The input below:

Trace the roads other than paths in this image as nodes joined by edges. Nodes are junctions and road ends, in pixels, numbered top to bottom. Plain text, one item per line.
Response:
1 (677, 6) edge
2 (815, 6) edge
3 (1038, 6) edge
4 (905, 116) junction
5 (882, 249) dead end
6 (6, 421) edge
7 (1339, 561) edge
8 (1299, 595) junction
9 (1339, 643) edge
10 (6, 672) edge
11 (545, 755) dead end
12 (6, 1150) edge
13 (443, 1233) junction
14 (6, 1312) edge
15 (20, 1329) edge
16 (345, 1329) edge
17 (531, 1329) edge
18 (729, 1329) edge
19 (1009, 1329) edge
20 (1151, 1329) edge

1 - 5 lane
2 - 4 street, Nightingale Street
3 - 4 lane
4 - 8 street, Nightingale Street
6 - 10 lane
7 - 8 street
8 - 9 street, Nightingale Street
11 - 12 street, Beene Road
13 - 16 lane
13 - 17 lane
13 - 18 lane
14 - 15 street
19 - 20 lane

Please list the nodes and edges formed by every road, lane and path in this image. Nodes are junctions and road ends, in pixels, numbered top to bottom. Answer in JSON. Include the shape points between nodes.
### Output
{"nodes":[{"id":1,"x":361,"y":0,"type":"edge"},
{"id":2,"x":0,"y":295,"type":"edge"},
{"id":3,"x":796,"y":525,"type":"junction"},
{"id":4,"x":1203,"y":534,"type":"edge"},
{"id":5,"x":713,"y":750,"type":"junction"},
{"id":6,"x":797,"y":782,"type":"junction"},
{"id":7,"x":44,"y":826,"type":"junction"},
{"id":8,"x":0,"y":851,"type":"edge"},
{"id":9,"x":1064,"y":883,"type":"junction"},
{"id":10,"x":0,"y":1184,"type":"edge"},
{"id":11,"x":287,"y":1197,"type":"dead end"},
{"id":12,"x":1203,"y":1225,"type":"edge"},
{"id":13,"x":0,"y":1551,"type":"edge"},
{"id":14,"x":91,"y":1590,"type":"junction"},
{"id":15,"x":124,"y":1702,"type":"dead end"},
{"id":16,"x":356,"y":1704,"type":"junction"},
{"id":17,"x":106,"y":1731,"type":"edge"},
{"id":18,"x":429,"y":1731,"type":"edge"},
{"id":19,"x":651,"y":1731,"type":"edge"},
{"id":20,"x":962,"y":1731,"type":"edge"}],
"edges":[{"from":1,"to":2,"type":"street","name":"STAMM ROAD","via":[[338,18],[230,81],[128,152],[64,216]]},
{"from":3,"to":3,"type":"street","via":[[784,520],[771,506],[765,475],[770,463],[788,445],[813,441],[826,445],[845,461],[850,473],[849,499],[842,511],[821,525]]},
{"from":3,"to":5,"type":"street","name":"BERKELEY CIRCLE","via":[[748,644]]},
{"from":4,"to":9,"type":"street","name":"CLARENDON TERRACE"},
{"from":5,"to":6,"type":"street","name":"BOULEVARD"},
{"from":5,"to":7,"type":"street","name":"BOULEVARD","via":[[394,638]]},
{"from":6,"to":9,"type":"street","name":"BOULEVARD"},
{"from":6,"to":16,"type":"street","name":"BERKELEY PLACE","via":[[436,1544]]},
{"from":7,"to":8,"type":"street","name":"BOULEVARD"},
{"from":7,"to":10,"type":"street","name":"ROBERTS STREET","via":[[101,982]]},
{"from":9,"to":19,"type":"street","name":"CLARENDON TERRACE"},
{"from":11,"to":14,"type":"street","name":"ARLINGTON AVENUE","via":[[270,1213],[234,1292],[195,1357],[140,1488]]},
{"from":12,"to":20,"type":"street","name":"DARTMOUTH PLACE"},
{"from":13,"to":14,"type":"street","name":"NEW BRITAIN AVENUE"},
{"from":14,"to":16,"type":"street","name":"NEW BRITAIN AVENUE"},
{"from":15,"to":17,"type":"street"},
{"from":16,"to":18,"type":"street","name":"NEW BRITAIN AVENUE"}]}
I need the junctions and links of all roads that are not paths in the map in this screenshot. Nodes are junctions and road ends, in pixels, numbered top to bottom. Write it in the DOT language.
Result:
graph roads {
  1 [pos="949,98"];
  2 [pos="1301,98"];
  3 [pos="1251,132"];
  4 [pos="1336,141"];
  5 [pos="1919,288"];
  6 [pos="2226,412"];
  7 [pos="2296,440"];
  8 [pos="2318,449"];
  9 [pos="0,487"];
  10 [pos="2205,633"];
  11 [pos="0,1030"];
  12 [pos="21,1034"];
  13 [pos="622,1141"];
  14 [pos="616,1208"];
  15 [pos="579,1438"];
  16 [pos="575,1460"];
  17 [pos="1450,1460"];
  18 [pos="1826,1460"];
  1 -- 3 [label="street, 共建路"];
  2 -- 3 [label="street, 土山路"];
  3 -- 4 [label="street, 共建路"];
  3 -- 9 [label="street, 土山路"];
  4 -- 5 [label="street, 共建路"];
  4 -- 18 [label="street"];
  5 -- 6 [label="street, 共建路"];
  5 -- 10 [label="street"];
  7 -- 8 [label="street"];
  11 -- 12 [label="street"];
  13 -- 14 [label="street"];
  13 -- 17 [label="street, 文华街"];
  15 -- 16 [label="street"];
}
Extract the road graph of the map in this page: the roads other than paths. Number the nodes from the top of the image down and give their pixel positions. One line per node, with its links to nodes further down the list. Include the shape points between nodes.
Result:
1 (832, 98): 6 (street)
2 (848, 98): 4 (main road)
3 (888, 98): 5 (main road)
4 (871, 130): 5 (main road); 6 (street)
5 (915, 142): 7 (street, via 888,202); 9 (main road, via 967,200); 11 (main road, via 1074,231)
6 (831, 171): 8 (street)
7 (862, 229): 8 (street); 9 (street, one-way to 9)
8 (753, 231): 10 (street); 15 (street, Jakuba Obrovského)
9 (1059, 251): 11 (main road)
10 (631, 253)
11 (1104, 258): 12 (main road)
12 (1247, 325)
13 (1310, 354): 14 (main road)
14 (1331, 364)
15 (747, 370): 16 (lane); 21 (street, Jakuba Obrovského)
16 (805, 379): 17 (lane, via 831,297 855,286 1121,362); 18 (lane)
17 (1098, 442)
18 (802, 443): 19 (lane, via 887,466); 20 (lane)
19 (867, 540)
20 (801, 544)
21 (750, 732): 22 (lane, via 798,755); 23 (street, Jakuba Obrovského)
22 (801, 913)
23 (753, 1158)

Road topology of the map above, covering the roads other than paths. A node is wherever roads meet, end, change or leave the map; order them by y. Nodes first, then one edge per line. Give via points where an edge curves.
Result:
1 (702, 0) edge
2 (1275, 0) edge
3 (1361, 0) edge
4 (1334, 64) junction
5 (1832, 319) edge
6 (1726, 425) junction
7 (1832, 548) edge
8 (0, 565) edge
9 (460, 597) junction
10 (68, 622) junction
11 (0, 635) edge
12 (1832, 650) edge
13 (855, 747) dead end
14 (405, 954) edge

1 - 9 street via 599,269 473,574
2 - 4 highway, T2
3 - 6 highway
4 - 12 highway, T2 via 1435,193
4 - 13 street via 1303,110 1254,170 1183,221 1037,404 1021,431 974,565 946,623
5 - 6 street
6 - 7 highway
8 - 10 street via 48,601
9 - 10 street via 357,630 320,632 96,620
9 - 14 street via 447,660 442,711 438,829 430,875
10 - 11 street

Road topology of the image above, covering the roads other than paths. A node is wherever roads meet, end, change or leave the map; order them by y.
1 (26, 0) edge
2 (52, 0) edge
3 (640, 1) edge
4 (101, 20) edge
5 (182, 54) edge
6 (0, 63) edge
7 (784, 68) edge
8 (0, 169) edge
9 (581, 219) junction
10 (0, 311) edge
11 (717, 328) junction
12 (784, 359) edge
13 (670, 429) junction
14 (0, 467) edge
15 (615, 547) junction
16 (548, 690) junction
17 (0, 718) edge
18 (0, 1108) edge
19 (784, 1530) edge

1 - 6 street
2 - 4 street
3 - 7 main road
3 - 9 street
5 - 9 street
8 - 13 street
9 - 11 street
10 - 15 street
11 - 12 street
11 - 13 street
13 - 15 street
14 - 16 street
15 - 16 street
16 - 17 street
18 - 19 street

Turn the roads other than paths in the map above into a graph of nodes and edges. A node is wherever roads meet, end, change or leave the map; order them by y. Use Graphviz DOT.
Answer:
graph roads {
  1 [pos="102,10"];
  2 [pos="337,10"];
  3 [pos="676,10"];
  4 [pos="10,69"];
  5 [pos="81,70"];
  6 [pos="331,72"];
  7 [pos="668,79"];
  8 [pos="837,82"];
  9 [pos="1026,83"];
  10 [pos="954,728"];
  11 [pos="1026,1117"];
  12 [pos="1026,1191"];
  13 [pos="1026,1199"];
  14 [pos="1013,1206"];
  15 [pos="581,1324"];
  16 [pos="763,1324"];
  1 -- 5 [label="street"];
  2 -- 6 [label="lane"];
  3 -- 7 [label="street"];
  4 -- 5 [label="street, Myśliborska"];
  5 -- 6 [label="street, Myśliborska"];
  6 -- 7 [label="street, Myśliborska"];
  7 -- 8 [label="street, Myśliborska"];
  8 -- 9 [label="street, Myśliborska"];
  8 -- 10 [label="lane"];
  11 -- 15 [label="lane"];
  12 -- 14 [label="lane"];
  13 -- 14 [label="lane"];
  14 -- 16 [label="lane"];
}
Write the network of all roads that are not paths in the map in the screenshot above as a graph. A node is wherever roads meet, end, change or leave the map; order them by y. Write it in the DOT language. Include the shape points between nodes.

End of The input.

The answer must be one number, the count of lines above that hold the word "ends".

3